The Averages (DJIA 25954, S&P 2784) continued their rally. The Dow ended above both MA’s (now support) and in a very short term uptrend. The S&P remained in a very short term uptrend, above its 100 DMA (now support), above its 200 DMA (now resistance) for a third day (if it remains there through the close today, it will revert to support). Both remain below their previous lower highs (~25977, 2800).

https://www.zerohedge.com/news/2019-02-20/lost-war-market-strength-chance-sell

Volume was flat as was breadth---remaining in overbought territory.

The VIX fell 5 ¾ % percent, ending below the lower boundary of its short term uptrend, resetting it to a trading range. It remains below both MA’s (now resistance) and now is reflective of the surge in equity prices.

The long bond declined ¼%, but finished above both MA’s, in very short term uptrend and within short and intermediate-term trading ranges.

https://www.zerohedge.com/news/2019-02-20/yesterdays-perfect-recession-warnings-may-be-failing-you

The dollar was up two cents, closing above both MA’s and within a short-term uptrend.

GLD was off ¼%, but still ended above both MA’s (the 100 DMA is crossing above its 200 DMA---a positive technical signal) and within very short-term and short-term uptrends.

https://www.zerohedge.com/news/2019-02-19/hello-old-friend-gold-nears-1350-resistance-has-repelled-it-4-times-5-years

Bottom line: the Averages are within a short hair of challenging their prior lower highs. If successful, it would set the stage for a move to their all-time highs. Though given their very overbought condition, some retreat makes sense in the short term. However, I don’t think that any consolidation lowers the odds of a test of those prior lower highs.

The dollar, bonds and gold seem to be attracting ‘safety trade’ investors with gold and the long bond being very strong (gold typically rallies on lower interest rates).

Fundamental

Headlines

Yesterday was another slow day for data: mortgage and purchase applications were up and month to date retail chain store sales were up from the prior week. Overseas, EU consumer and business confidence continues to wane though not quite as much as predicted.

The big headline of the day was the release of the minutes from the last FOMC meeting. They largely reflect the changed narrative by Fed members over the last month, their primary points were:

  1. it cited softer consumer and business sentiment and slowing global economic growth as factors leading to a declining growth rate in the US economy,

  1. it is concerned about tightening credit conditions---which, of course, is its doing,

  1. it plans to review its interest rate and QT policies at its March meeting, pointing to an easier monetary policy.
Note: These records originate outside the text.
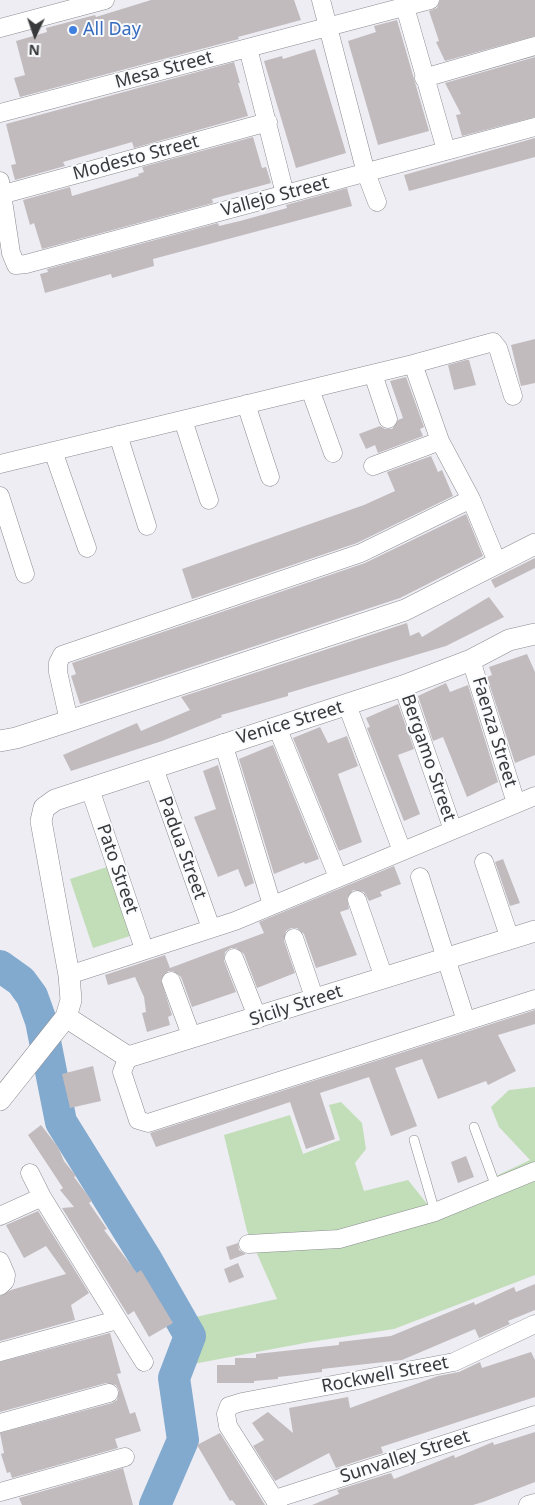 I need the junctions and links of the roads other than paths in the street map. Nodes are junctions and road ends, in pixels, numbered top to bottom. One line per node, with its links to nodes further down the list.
1 (106, 0): 6 (street)
2 (321, 0): 5 (street)
3 (430, 0): 4 (street, Mesa Street)
4 (405, 6): 5 (street, Mesa Street); 9 (street)
5 (328, 27): 8 (street, Mesa Street); 14 (street)
6 (0, 28)
7 (535, 46): 9 (street)
8 (248, 48): 10 (street, Mesa Street); 11 (street)
9 (424, 78): 13 (street)
10 (0, 114)
11 (268, 122): 15 (street, Modesto Street); 16 (street)
12 (535, 127): 13 (street, Vallejo Street)
13 (446, 150): 14 (street, Vallejo Street)
14 (366, 173): 16 (street, Vallejo Street); 17 (street)
15 (2, 187): 16 (street, Vallejo Street)
16 (285, 194)
17 (377, 202)
18 (413, 364): 19 (street); 21 (street); 26 (street)
19 (373, 374): 20 (street); 23 (street)
20 (310, 389): 22 (street); 28 (street)
21 (513, 396)
22 (246, 404): 24 (street); 31 (street)
23 (388, 419)
24 (183, 420): 25 (street); 34 (street)
25 (118, 435): 27 (street); 35 (street)
26 (440, 441): 30 (street); 33 (street)
27 (53, 451): 29 (street); 37 (street)
28 (333, 453)
29 (0, 464)
30 (373, 466)
31 (270, 477)
32 (0, 496): 39 (street)
33 (471, 499): 38 (street); 44 (street)
34 (209, 500)
35 (147, 526)
36 (535, 544): 38 (street)
37 (88, 548)
38 (496, 562): 44 (street)
39 (25, 574)
40 (534, 638): 41 (street, Venice Street)
41 (471, 660): 42 (street, Venice Street); 51 (street, Faenza Street)
42 (403, 686): 43 (street, Venice Street); 52 (street, Bergamo Street)
43 (347, 705): 45 (street, Venice Street); 53 (street)
44 (69, 721): 46 (street)
45 (277, 728): 47 (street, Venice Street); 55 (street)
46 (8, 740)
47 (223, 743): 48 (street, Venice Street); 58 (street)
48 (154, 768): 49 (street, Venice Street); 59 (street, Padua Street)
49 (90, 790): 63 (street, Pato Street); 66 (street, Venice Street)
50 (535, 796): 51 (street)
51 (516, 804): 52 (street)
52 (454, 830): 53 (street)
53 (402, 851): 55 (street)
54 (484, 862): 62 (street)
55 (338, 877): 58 (street)
56 (420, 877): 65 (street)
57 (357, 900): 67 (street)
58 (272, 905): 59 (street)
59 (211, 928): 63 (street)
60 (535, 931): 62 (street, Sicily Street)
61 (294, 938): 70 (street)
62 (510, 939): 65 (street, Sicily Street)
63 (144, 949): 66 (street)
64 (234, 958): 71 (street)
65 (447, 958): 67 (street, Sicily Street); 72 (street)
66 (70, 974): 73 (street)
67 (384, 978): 70 (street, Sicily Street)
68 (171, 981): 74 (street)
69 (535, 999): 72 (street)
70 (314, 1000): 71 (street, Sicily Street)
71 (258, 1019): 74 (street, Sicily Street)
72 (466, 1021): 75 (street)
73 (59, 1024): 75 (street); 76 (street)
74 (192, 1038): 75 (street, Sicily Street)
75 (128, 1057)
76 (0, 1100)
77 (474, 1127): 81 (lane)
78 (414, 1140): 83 (lane)
79 (535, 1171): 81 (street)
80 (30, 1174): 82 (street)
81 (496, 1187): 83 (street)
82 (42, 1197): 84 (street); 88 (street)
83 (435, 1212): 85 (street)
84 (0, 1216)
85 (248, 1244)
86 (0, 1261): 87 (street)
87 (0, 1286)
88 (117, 1320): 90 (street); 91 (street)
89 (535, 1324): 97 (street, Rockwell Street)
90 (0, 1352)
91 (144, 1362)
92 (109, 1393): 94 (street)
93 (535, 1415): 97 (street, Sunvalley Street)
94 (0, 1423)
95 (125, 1457): 96 (street)
96 (0, 1492)
97 (277, 1502)
98 (535, 1503): 99 (street)
99 (528, 1505)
In my opinion, the most important takeaway was the confirmation that QT is or will be ending soon. That leaves the mispricing and misallocation of assets as the primary risk from a too accommodative Fed.

https://www.zerohedge.com/news/2019-02-20/fed-minutes-downside-risks-increased-worried-balance-sheet-runoff-hit-stocks

The problem with Fed forecasts.

https://www.zerohedge.com/news/2019-02-20/powell-call-what-do-we-need-see-fed-hike-again

***overnight, the ECB met, expressing concern about EU economic growth and stating the odds of a new round of QE has increased.

In other news, China agreed not to use exchange rates as policy tool in trade disputes (remember, these guys lie a lot).

https://www.zerohedge.com/news/2019-02-20/china-says-it-wont-use-exchange-rates-tool-trade-dispute

***overnight, US/China trade representatives are working on six ‘memoranda of understanding’ covering the major areas of US concerns.

https://www.zerohedge.com/news/2019-02-21/trade-talks-update-china-us-working-6-mous-deal-framework-takes-shape

Prominent among them. China proposes to buy its way out of changes in industrial policy and IP theft.

https://www.zerohedge.com/news/2019-02-21/china-reportedly-proposed-buying-another-30-billion-us-agricultural-products

Bottom line: the latest minutes confirm the shift in Fed policy towards easing. So, the global central banks are unanimous in their returning to monetary ease, meaning that short term, stocks are likely to continue to advance whatever the news flow. The only potential problems are (1) if inflation returns forcing tighter monetary policy, (2) if a recession starts, central banks have with few policy tools to reverse declining economic activity or (3) if valuations get so stretched that even the algos realize that there are no greater fools left.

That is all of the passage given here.